**Dataset extract:**
+---+

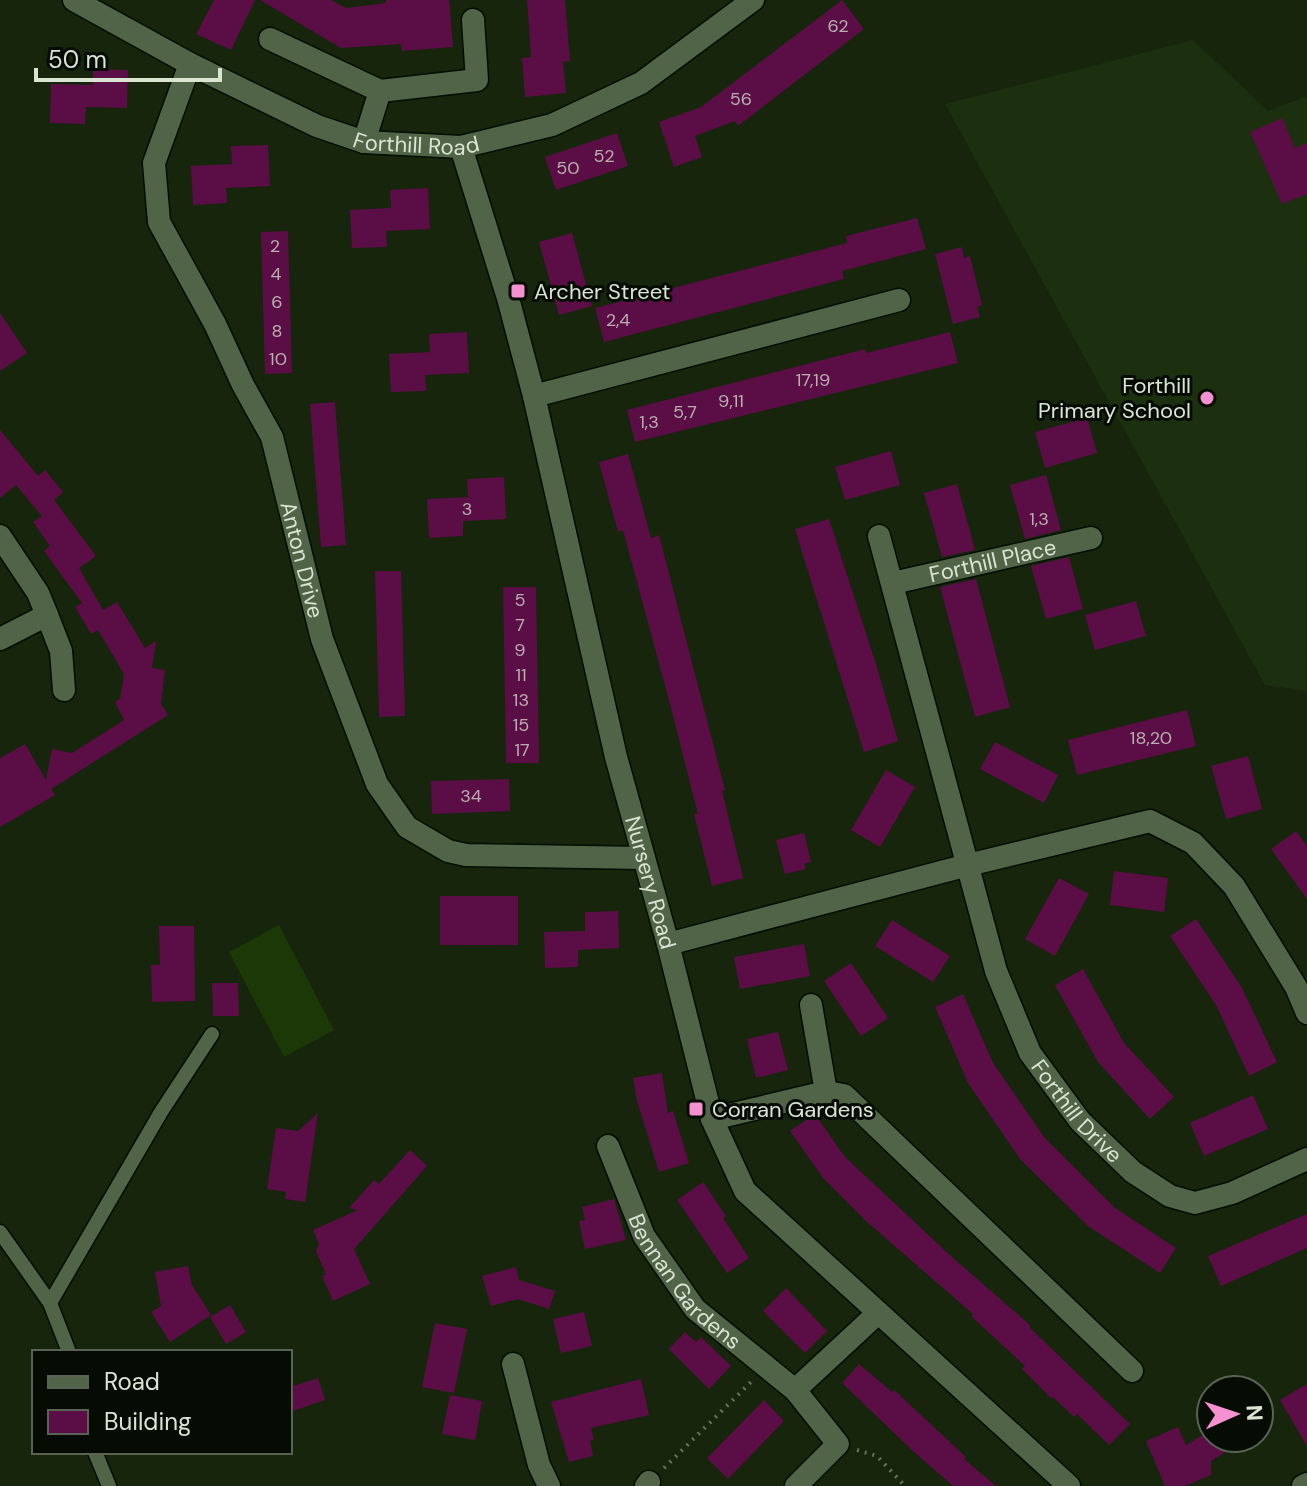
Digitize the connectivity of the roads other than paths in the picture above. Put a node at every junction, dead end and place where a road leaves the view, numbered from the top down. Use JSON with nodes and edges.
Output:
{"nodes":[{"id":1,"x":74,"y":0,"type":"edge"},
{"id":2,"x":753,"y":0,"type":"edge"},
{"id":3,"x":473,"y":20,"type":"dead end"},
{"id":4,"x":270,"y":39,"type":"dead end"},
{"id":5,"x":190,"y":64,"type":"junction"},
{"id":6,"x":380,"y":91,"type":"junction"},
{"id":7,"x":364,"y":142,"type":"junction"},
{"id":8,"x":461,"y":147,"type":"junction"},
{"id":9,"x":899,"y":300,"type":"dead end"},
{"id":10,"x":534,"y":396,"type":"junction"},
{"id":11,"x":0,"y":536,"type":"edge"},
{"id":12,"x":879,"y":536,"type":"dead end"},
{"id":13,"x":1091,"y":538,"type":"dead end"},
{"id":14,"x":893,"y":583,"type":"junction"},
{"id":15,"x":47,"y":615,"type":"junction"},
{"id":16,"x":0,"y":639,"type":"edge"},
{"id":17,"x":64,"y":690,"type":"dead end"},
{"id":18,"x":644,"y":858,"type":"junction"},
{"id":19,"x":968,"y":865,"type":"junction"},
{"id":20,"x":668,"y":944,"type":"junction"},
{"id":21,"x":811,"y":1005,"type":"dead end"},
{"id":22,"x":1307,"y":1013,"type":"edge"},
{"id":23,"x":212,"y":1034,"type":"dead end"},
{"id":24,"x":826,"y":1092,"type":"junction"},
{"id":25,"x":712,"y":1119,"type":"junction"},
{"id":26,"x":608,"y":1146,"type":"dead end"},
{"id":27,"x":1307,"y":1159,"type":"edge"},
{"id":28,"x":0,"y":1232,"type":"edge"},
{"id":29,"x":50,"y":1303,"type":"junction"},
{"id":30,"x":878,"y":1313,"type":"junction"},
{"id":31,"x":68,"y":1350,"type":"edge"},
{"id":32,"x":513,"y":1364,"type":"dead end"},
{"id":33,"x":1132,"y":1371,"type":"dead end"},
{"id":34,"x":795,"y":1390,"type":"junction"},
{"id":35,"x":96,"y":1454,"type":"edge"},
{"id":36,"x":109,"y":1486,"type":"edge"},
{"id":37,"x":549,"y":1486,"type":"edge"},
{"id":38,"x":796,"y":1486,"type":"edge"},
{"id":39,"x":1069,"y":1486,"type":"edge"}],
"edges":[{"from":1,"to":5,"type":"street","name":"Forthill Road"},
{"from":2,"to":8,"type":"street","name":"Forthill Road"},
{"from":3,"to":6,"type":"street"},
{"from":4,"to":6,"type":"street"},
{"from":5,"to":7,"type":"street","name":"Forthill Road"},
{"from":5,"to":18,"type":"street","name":"Anton Drive"},
{"from":6,"to":7,"type":"street"},
{"from":7,"to":8,"type":"street","name":"Forthill Road"},
{"from":8,"to":10,"type":"street","name":"Nursery Road"},
{"from":9,"to":10,"type":"street"},
{"from":10,"to":18,"type":"street","name":"Nursery Road"},
{"from":11,"to":15,"type":"street"},
{"from":12,"to":14,"type":"street","name":"Forthill Drive"},
{"from":13,"to":14,"type":"street","name":"Forthill Place"},
{"from":14,"to":19,"type":"street","name":"Forthill Drive"},
{"from":15,"to":16,"type":"street"},
{"from":15,"to":17,"type":"street"},
{"from":18,"to":20,"type":"street","name":"Nursery Road"},
{"from":19,"to":20,"type":"street"},
{"from":19,"to":22,"type":"street"},
{"from":19,"to":27,"type":"street","name":"Forthill Drive"},
{"from":20,"to":25,"type":"street","name":"Nursery Road"},
{"from":21,"to":24,"type":"street"},
{"from":23,"to":29,"type":"lane"},
{"from":24,"to":25,"type":"street"},
{"from":24,"to":33,"type":"street"},
{"from":25,"to":30,"type":"street","name":"Nursery Road"},
{"from":26,"to":34,"type":"street","name":"Bennan Gardens"},
{"from":28,"to":29,"type":"lane"},
{"from":29,"to":31,"type":"lane"},
{"from":30,"to":34,"type":"street"},
{"from":30,"to":39,"type":"street","name":"Nursery Road"},
{"from":32,"to":37,"type":"street"},
{"from":34,"to":38,"type":"street","name":"Bennan Gardens"},
{"from":35,"to":36,"type":"lane"}]}
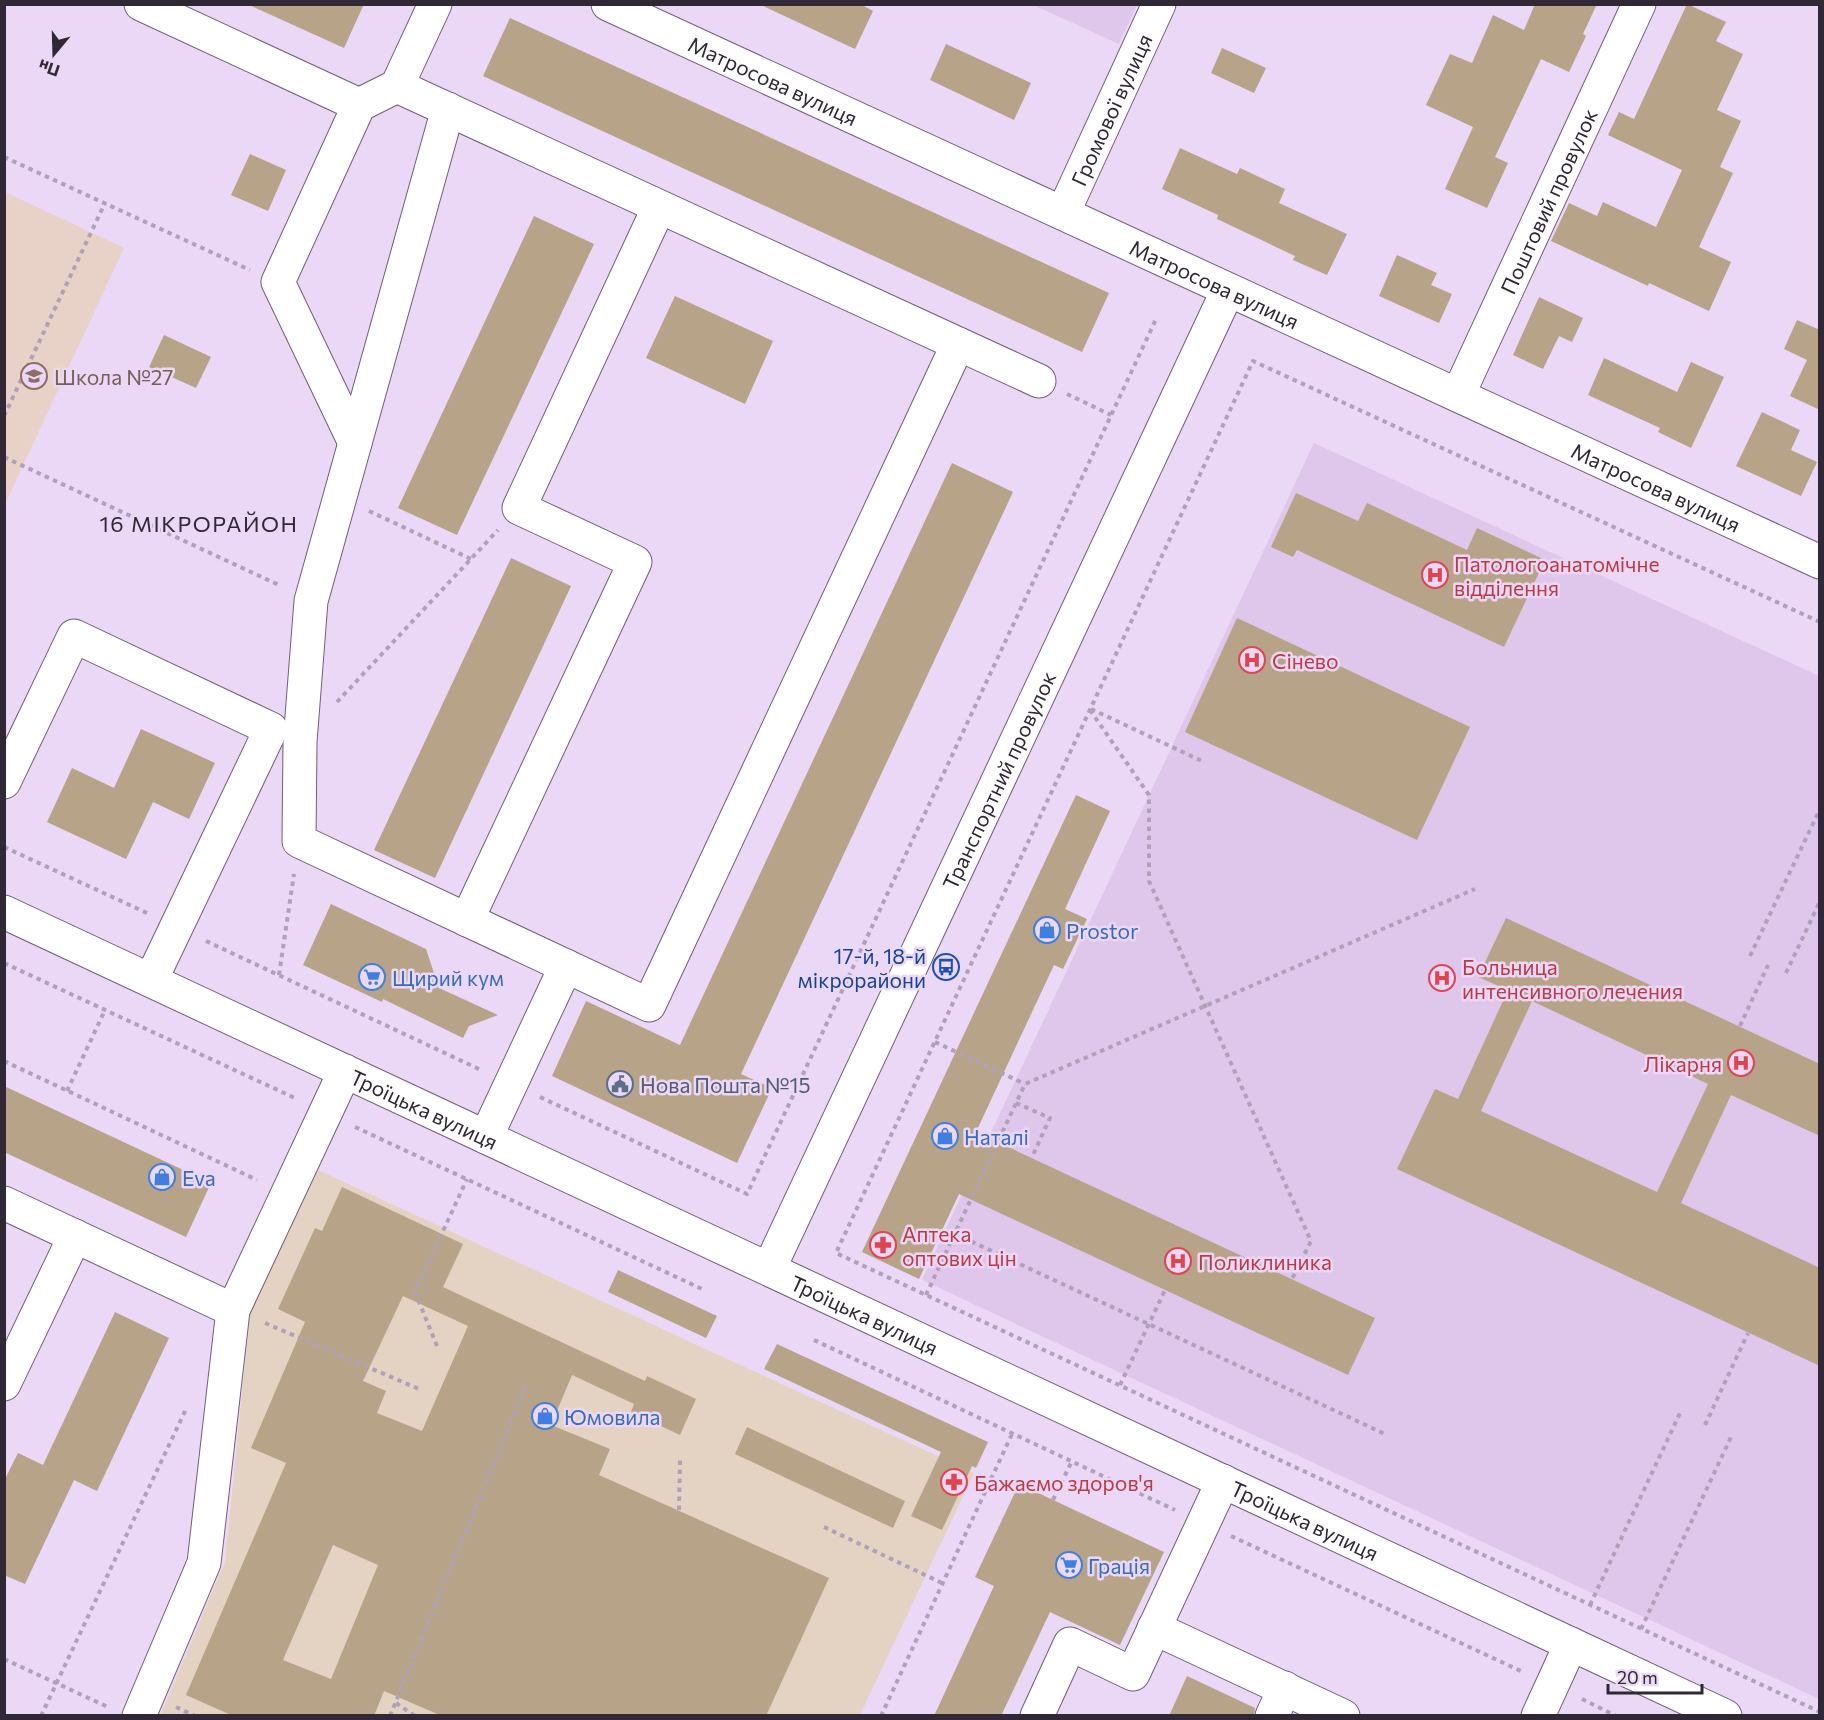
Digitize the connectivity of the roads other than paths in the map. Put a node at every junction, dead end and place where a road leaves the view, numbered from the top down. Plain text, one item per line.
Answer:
1 (141, 4) edge
2 (435, 4) edge
3 (608, 4) edge
4 (1159, 4) edge
5 (1639, 4) edge
6 (398, 86) junction
7 (359, 105) junction
8 (448, 109) junction
9 (659, 207) junction
10 (1063, 213) junction
11 (1227, 290) junction
12 (958, 344) junction
13 (1039, 381) road end
14 (1458, 395) junction
15 (355, 443) junction
16 (1820, 562) edge
17 (4, 782) edge
18 (4, 912) edge
19 (467, 920) junction
20 (566, 966) junction
21 (151, 980) junction
22 (345, 1071) junction
23 (486, 1137) junction
24 (4, 1203) edge
25 (75, 1236) junction
26 (769, 1269) junction
27 (233, 1310) junction
28 (4, 1384) edge
29 (1223, 1481) junction
30 (1154, 1628) junction
31 (1571, 1644) junction
32 (1279, 1702) edge
33 (127, 1713) edge
34 (1036, 1716) edge
35 (1343, 1716) edge
36 (1538, 1716) edge
37 (1725, 1716) edge

1 - 7 street
2 - 6 street
3 - 10 street, Матросова вулиця
4 - 10 street, Громової вулиця
5 - 14 street, Поштовий провулок
6 - 7 street
6 - 8 street
7 - 15 street
8 - 9 street
8 - 15 street
9 - 12 street
9 - 19 street
10 - 11 street, Матросова вулиця
11 - 14 street, Матросова вулиця
11 - 26 street, Транспортний провулок
12 - 13 street
12 - 20 street
14 - 16 street, Матросова вулиця
15 - 19 street
17 - 21 street
18 - 21 street, Троїцька вулиця
19 - 20 street
20 - 23 street
21 - 22 street, Троїцька вулиця
22 - 23 street, Троїцька вулиця
22 - 27 street
23 - 26 street, Троїцька вулиця
24 - 25 street
25 - 27 street
25 - 28 street
26 - 29 street, Троїцька вулиця
27 - 33 street
29 - 30 street
29 - 31 street, Троїцька вулиця
30 - 32 street
30 - 34 street
31 - 36 street
31 - 37 street, Троїцька вулиця
32 - 35 street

+---+

**Exercise objective:** Write the records above out again word for word, skipping each picture.

**Result for this exercise:**
Digitize the connectivity of the roads other than paths in the picture above. Put a node at every junction, dead end and place where a road leaves the view, numbered from the top down. Use JSON with nodes and edges.
Output:
{"nodes":[{"id":1,"x":74,"y":0,"type":"edge"},
{"id":2,"x":753,"y":0,"type":"edge"},
{"id":3,"x":473,"y":20,"type":"dead end"},
{"id":4,"x":270,"y":39,"type":"dead end"},
{"id":5,"x":190,"y":64,"type":"junction"},
{"id":6,"x":380,"y":91,"type":"junction"},
{"id":7,"x":364,"y":142,"type":"junction"},
{"id":8,"x":461,"y":147,"type":"junction"},
{"id":9,"x":899,"y":300,"type":"dead end"},
{"id":10,"x":534,"y":396,"type":"junction"},
{"id":11,"x":0,"y":536,"type":"edge"},
{"id":12,"x":879,"y":536,"type":"dead end"},
{"id":13,"x":1091,"y":538,"type":"dead end"},
{"id":14,"x":893,"y":583,"type":"junction"},
{"id":15,"x":47,"y":615,"type":"junction"},
{"id":16,"x":0,"y":639,"type":"edge"},
{"id":17,"x":64,"y":690,"type":"dead end"},
{"id":18,"x":644,"y":858,"type":"junction"},
{"id":19,"x":968,"y":865,"type":"junction"},
{"id":20,"x":668,"y":944,"type":"junction"},
{"id":21,"x":811,"y":1005,"type":"dead end"},
{"id":22,"x":1307,"y":1013,"type":"edge"},
{"id":23,"x":212,"y":1034,"type":"dead end"},
{"id":24,"x":826,"y":1092,"type":"junction"},
{"id":25,"x":712,"y":1119,"type":"junction"},
{"id":26,"x":608,"y":1146,"type":"dead end"},
{"id":27,"x":1307,"y":1159,"type":"edge"},
{"id":28,"x":0,"y":1232,"type":"edge"},
{"id":29,"x":50,"y":1303,"type":"junction"},
{"id":30,"x":878,"y":1313,"type":"junction"},
{"id":31,"x":68,"y":1350,"type":"edge"},
{"id":32,"x":513,"y":1364,"type":"dead end"},
{"id":33,"x":1132,"y":1371,"type":"dead end"},
{"id":34,"x":795,"y":1390,"type":"junction"},
{"id":35,"x":96,"y":1454,"type":"edge"},
{"id":36,"x":109,"y":1486,"type":"edge"},
{"id":37,"x":549,"y":1486,"type":"edge"},
{"id":38,"x":796,"y":1486,"type":"edge"},
{"id":39,"x":1069,"y":1486,"type":"edge"}],
"edges":[{"from":1,"to":5,"type":"street","name":"Forthill Road"},
{"from":2,"to":8,"type":"street","name":"Forthill Road"},
{"from":3,"to":6,"type":"street"},
{"from":4,"to":6,"type":"street"},
{"from":5,"to":7,"type":"street","name":"Forthill Road"},
{"from":5,"to":18,"type":"street","name":"Anton Drive"},
{"from":6,"to":7,"type":"street"},
{"from":7,"to":8,"type":"street","name":"Forthill Road"},
{"from":8,"to":10,"type":"street","name":"Nursery Road"},
{"from":9,"to":10,"type":"street"},
{"from":10,"to":18,"type":"street","name":"Nursery Road"},
{"from":11,"to":15,"type":"street"},
{"from":12,"to":14,"type":"street","name":"Forthill Drive"},
{"from":13,"to":14,"type":"street","name":"Forthill Place"},
{"from":14,"to":19,"type":"street","name":"Forthill Drive"},
{"from":15,"to":16,"type":"street"},
{"from":15,"to":17,"type":"street"},
{"from":18,"to":20,"type":"street","name":"Nursery Road"},
{"from":19,"to":20,"type":"street"},
{"from":19,"to":22,"type":"street"},
{"from":19,"to":27,"type":"street","name":"Forthill Drive"},
{"from":20,"to":25,"type":"street","name":"Nursery Road"},
{"from":21,"to":24,"type":"street"},
{"from":23,"to":29,"type":"lane"},
{"from":24,"to":25,"type":"street"},
{"from":24,"to":33,"type":"street"},
{"from":25,"to":30,"type":"street","name":"Nursery Road"},
{"from":26,"to":34,"type":"street","name":"Bennan Gardens"},
{"from":28,"to":29,"type":"lane"},
{"from":29,"to":31,"type":"lane"},
{"from":30,"to":34,"type":"street"},
{"from":30,"to":39,"type":"street","name":"Nursery Road"},
{"from":32,"to":37,"type":"street"},
{"from":34,"to":38,"type":"street","name":"Bennan Gardens"},
{"from":35,"to":36,"type":"lane"}]}
Digitize the connectivity of the roads other than paths in the map. Put a node at every junction, dead end and place where a road leaves the view, numbered from the top down. Plain text, one item per line.
Answer:
1 (141, 4) edge
2 (435, 4) edge
3 (608, 4) edge
4 (1159, 4) edge
5 (1639, 4) edge
6 (398, 86) junction
7 (359, 105) junction
8 (448, 109) junction
9 (659, 207) junction
10 (1063, 213) junction
11 (1227, 290) junction
12 (958, 344) junction
13 (1039, 381) road end
14 (1458, 395) junction
15 (355, 443) junction
16 (1820, 562) edge
17 (4, 782) edge
18 (4, 912) edge
19 (467, 920) junction
20 (566, 966) junction
21 (151, 980) junction
22 (345, 1071) junction
23 (486, 1137) junction
24 (4, 1203) edge
25 (75, 1236) junction
26 (769, 1269) junction
27 (233, 1310) junction
28 (4, 1384) edge
29 (1223, 1481) junction
30 (1154, 1628) junction
31 (1571, 1644) junction
32 (1279, 1702) edge
33 (127, 1713) edge
34 (1036, 1716) edge
35 (1343, 1716) edge
36 (1538, 1716) edge
37 (1725, 1716) edge

1 - 7 street
2 - 6 street
3 - 10 street, Матросова вулиця
4 - 10 street, Громової вулиця
5 - 14 street, Поштовий провулок
6 - 7 street
6 - 8 street
7 - 15 street
8 - 9 street
8 - 15 street
9 - 12 street
9 - 19 street
10 - 11 street, Матросова вулиця
11 - 14 street, Матросова вулиця
11 - 26 street, Транспортний провулок
12 - 13 street
12 - 20 street
14 - 16 street, Матросова вулиця
15 - 19 street
17 - 21 street
18 - 21 street, Троїцька вулиця
19 - 20 street
20 - 23 street
21 - 22 street, Троїцька вулиця
22 - 23 street, Троїцька вулиця
22 - 27 street
23 - 26 street, Троїцька вулиця
24 - 25 street
25 - 27 street
25 - 28 street
26 - 29 street, Троїцька вулиця
27 - 33 street
29 - 30 street
29 - 31 street, Троїцька вулиця
30 - 32 street
30 - 34 street
31 - 36 street
31 - 37 street, Троїцька вулиця
32 - 35 street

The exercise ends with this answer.